Van Rijn exhaló espesas nubes azuladas.

—Creo que acaba de decirme algo de lo que no estaba del todo seguro, señora Lennart —dijo.

Ella le miró fijamente, y una sombra de aprensión cruzó sus rasgos.

—Yo no…, comprenderá que sólo estoy hablando de mis opiniones personales… —tartamudeó.

—Yo tengo mis propios contactos. No tan secretos como parecen ser los suyos. Pero cosas tan simples como permisos de salida a naves civiles hacia el espacio profundo…; de repente, hay muchas a las que se les ha dicho que deben esperar, ese tipo de cosas…; gota a gota voy recopilando hechos hasta que reúno todo el rompecabezas. Y la conozco hace muchos años, Lennart, su forma de hablar también dice mucho —dijo Van Rijn.

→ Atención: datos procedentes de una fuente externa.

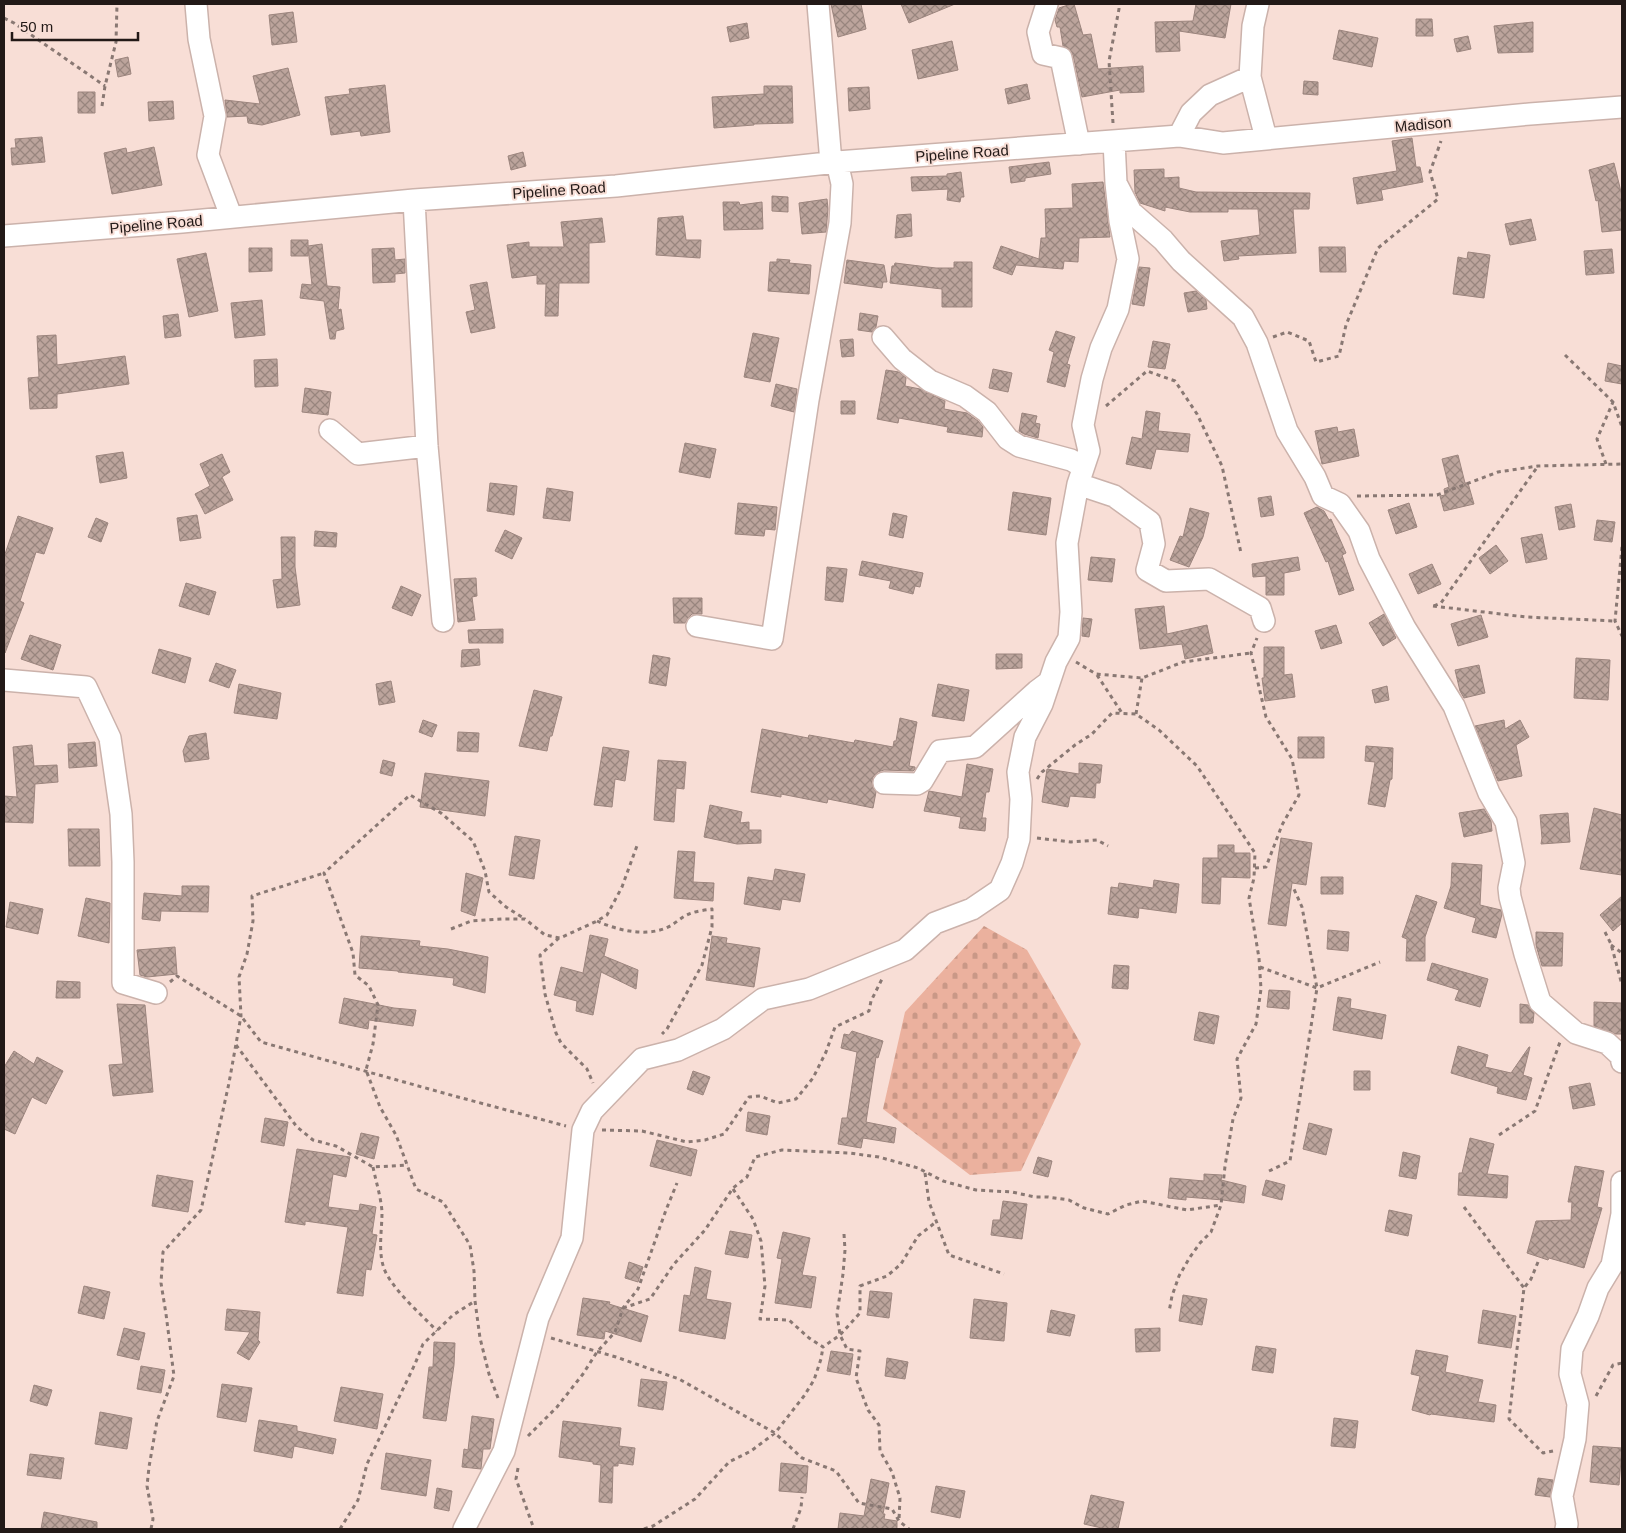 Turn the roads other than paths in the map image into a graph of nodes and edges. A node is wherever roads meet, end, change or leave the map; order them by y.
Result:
1 (196, 4) edge
2 (818, 4) edge
3 (1047, 4) edge
4 (1258, 4) edge
5 (1250, 77) junction
6 (1622, 107) edge
7 (1179, 136) junction
8 (1266, 138) junction
9 (1114, 141) junction
10 (1079, 144) junction
11 (834, 163) junction
12 (1116, 183) junction
13 (414, 200) junction
14 (231, 216) junction
15 (4, 236) edge
16 (883, 337) dead end
17 (330, 430) dead end
18 (427, 446) junction
19 (1081, 476) junction
20 (443, 621) dead end
21 (1264, 621) road end
22 (697, 626) dead end
23 (4, 680) edge
24 (1049, 682) junction
25 (884, 783) dead end
26 (156, 993) road end
27 (1622, 1062) edge
28 (1622, 1182) edge
29 (464, 1529) edge
30 (1566, 1529) edge

1 - 14 street
2 - 11 street
3 - 10 street
4 - 5 street
5 - 7 street
5 - 8 street
6 - 8 street, Madison
7 - 8 street, Madison
7 - 9 street, Pipeline Road
9 - 10 street, Pipeline Road
9 - 12 street
10 - 11 street, Pipeline Road
11 - 13 street, Pipeline Road
11 - 22 street
12 - 19 street
12 - 27 street
13 - 14 street, Pipeline Road
13 - 18 street
14 - 15 street, Pipeline Road
16 - 19 street
17 - 18 street
18 - 20 street
19 - 21 street
19 - 24 street
23 - 26 street
24 - 25 street
24 - 29 street
28 - 30 street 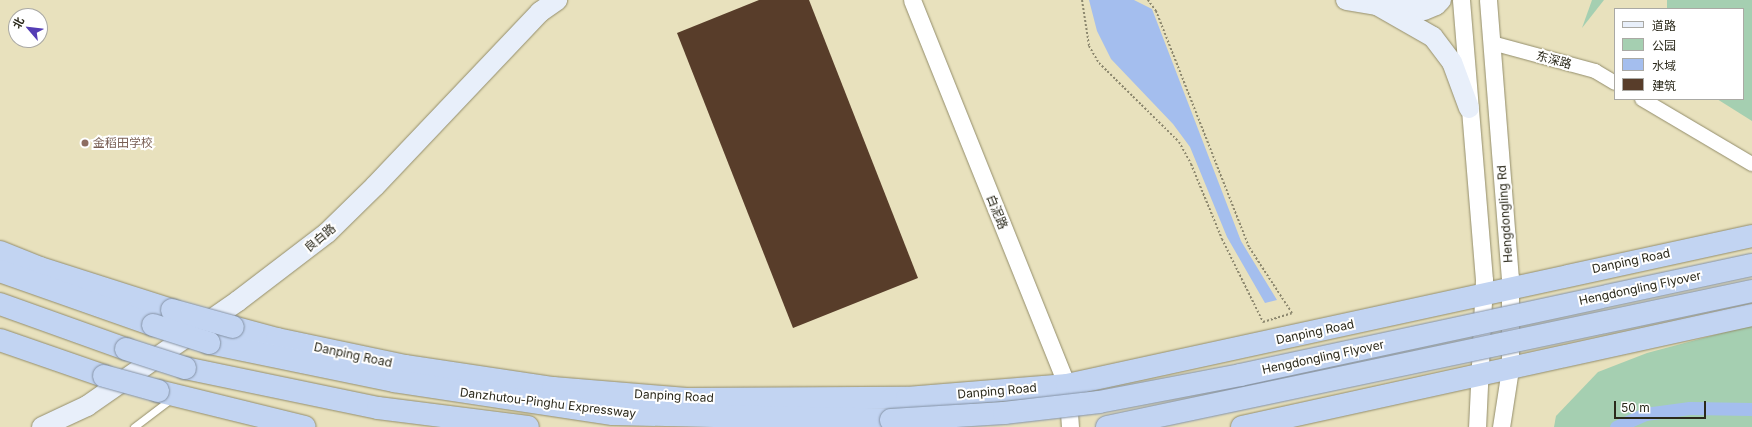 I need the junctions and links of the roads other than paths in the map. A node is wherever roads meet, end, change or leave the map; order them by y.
1 (557, 0) edge
2 (912, 0) edge
3 (1346, 0) edge
4 (1441, 0) edge
5 (1461, 0) edge
6 (1488, 0) edge
7 (1376, 5) junction
8 (1492, 43) junction
9 (1614, 82) edge
10 (1644, 100) edge
11 (1469, 108) junction
12 (1752, 164) edge
13 (1752, 236) edge
14 (0, 252) edge
15 (1751, 264) edge
16 (0, 267) edge
17 (0, 271) edge
18 (20, 279) junction
19 (1510, 290) junction
20 (1752, 291) edge
21 (1483, 296) junction
22 (0, 304) edge
23 (1752, 315) edge
24 (0, 340) edge
25 (1510, 369) junction
26 (1480, 375) junction
27 (487, 378) junction
28 (394, 382) junction
29 (1067, 386) junction
30 (166, 394) junction
31 (378, 408) junction
32 (892, 420) joint
33 (42, 427) edge
34 (134, 427) edge
35 (305, 427) edge
36 (422, 427) edge
37 (528, 427) edge
38 (1070, 427) edge
39 (1107, 427) edge
40 (1242, 427) edge
41 (1477, 427) edge
42 (1501, 427) edge

1 - 33 main road, 良白路
2 - 29 street, 白泥路
3 - 7 main road
4 - 7 main road
5 - 11 street
6 - 8 street, Hengdongling Rd
7 - 11 main road
8 - 9 street, 东深路
8 - 19 street, Hengdongling Rd
10 - 12 street
11 - 21 street
13 - 19 highway, Danping Road
14 - 27 highway, Danping Road, bridge
15 - 32 highway, Hengdongling Flyover, bridge
16 - 18 highway
17 - 18 highway
18 - 28 highway, Danzhutou-Pinghu Expressway, bridge
19 - 21 highway, Danping Road
19 - 25 street, Hengdongling Rd
20 - 39 highway, Hengdongling Flyover, bridge
21 - 26 street
21 - 29 highway, Danping Road
22 - 31 highway, bridge
23 - 25 highway
24 - 30 highway, bridge
25 - 26 highway
25 - 42 street, Hengdongling Rd
26 - 40 highway
26 - 41 street
27 - 28 highway
27 - 29 highway, Danping Road
28 - 32 highway, Danzhutou-Pinghu Expressway
29 - 38 street, 白泥路
30 - 34 lane
30 - 35 highway
31 - 36 highway
31 - 37 highway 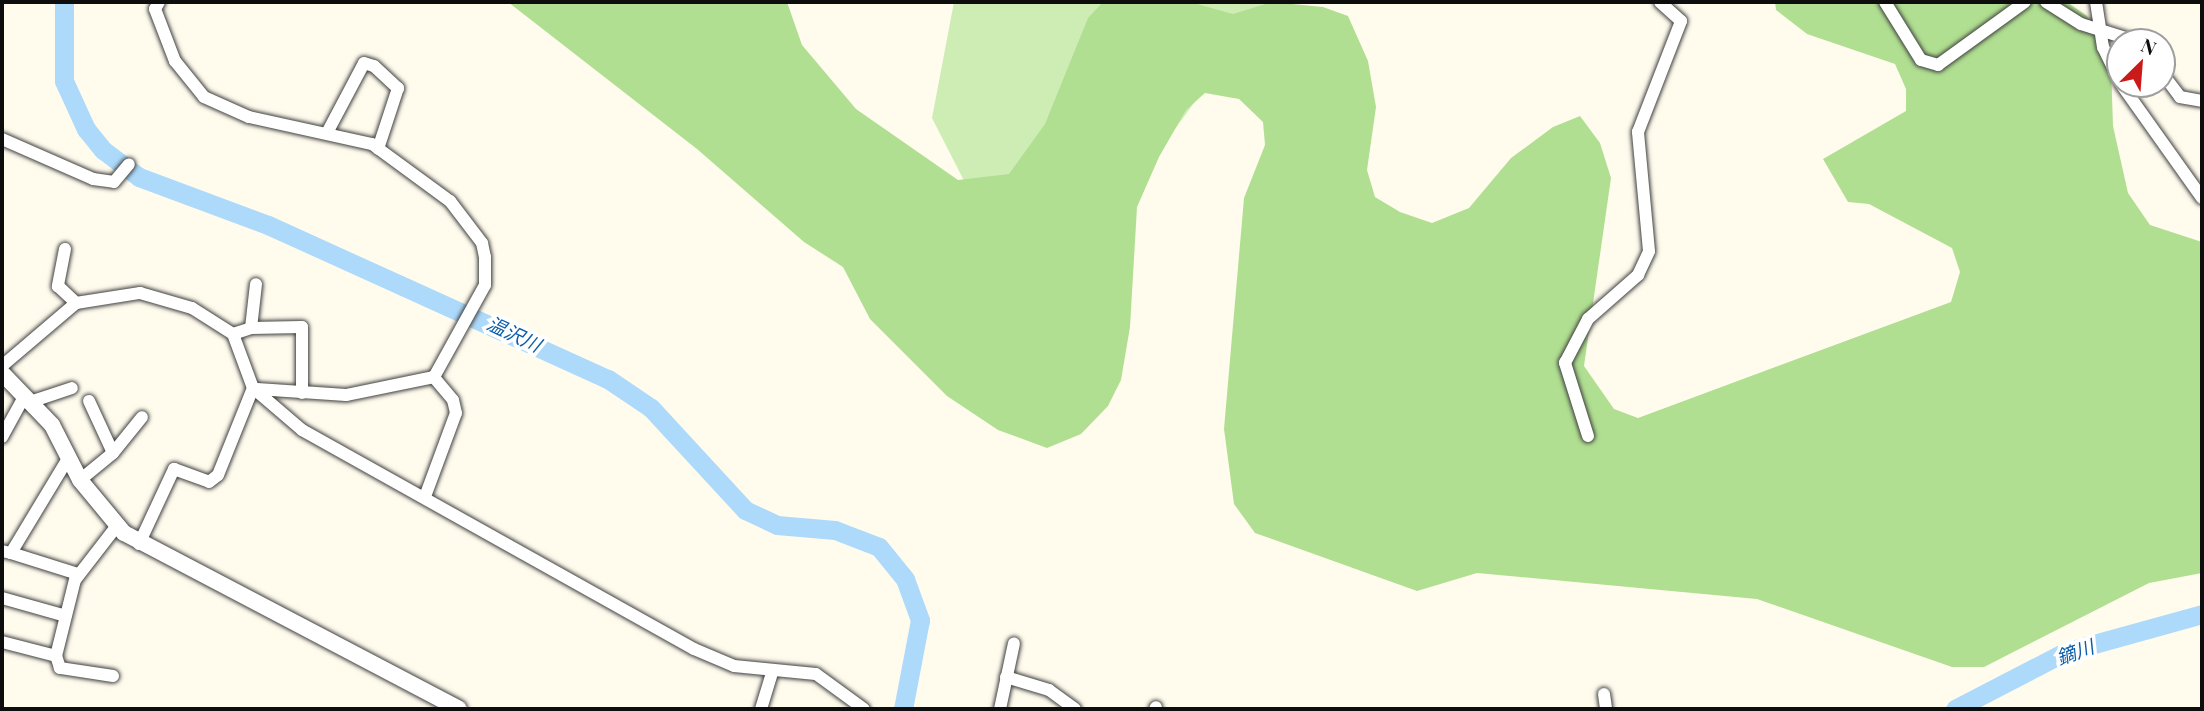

Van Rijn se levantó, ligero a causa de lo poco que pesaba con aquella gravedad, tan ligero que parecía una luna ascendente que eclipsase la brillantez de la Tierra.

—Story —dijo—, no lo anunciarán ahora mismo, pero le apuesto rubíes a que el gobierno del Mercado Común ya ha enviado a Mirkheim una flotilla de combate. Y no estoy nada seguro de que Babur se lo tome dócilmente.

Se volvió hacia una estatuilla de San Dimas, de arenisca marciana, que se erguía sobre el mueble bar, su compañero en los viajes de toda su vida.

—Será mejor que te des prisa y comiences a rezar por nosotros —le dijo.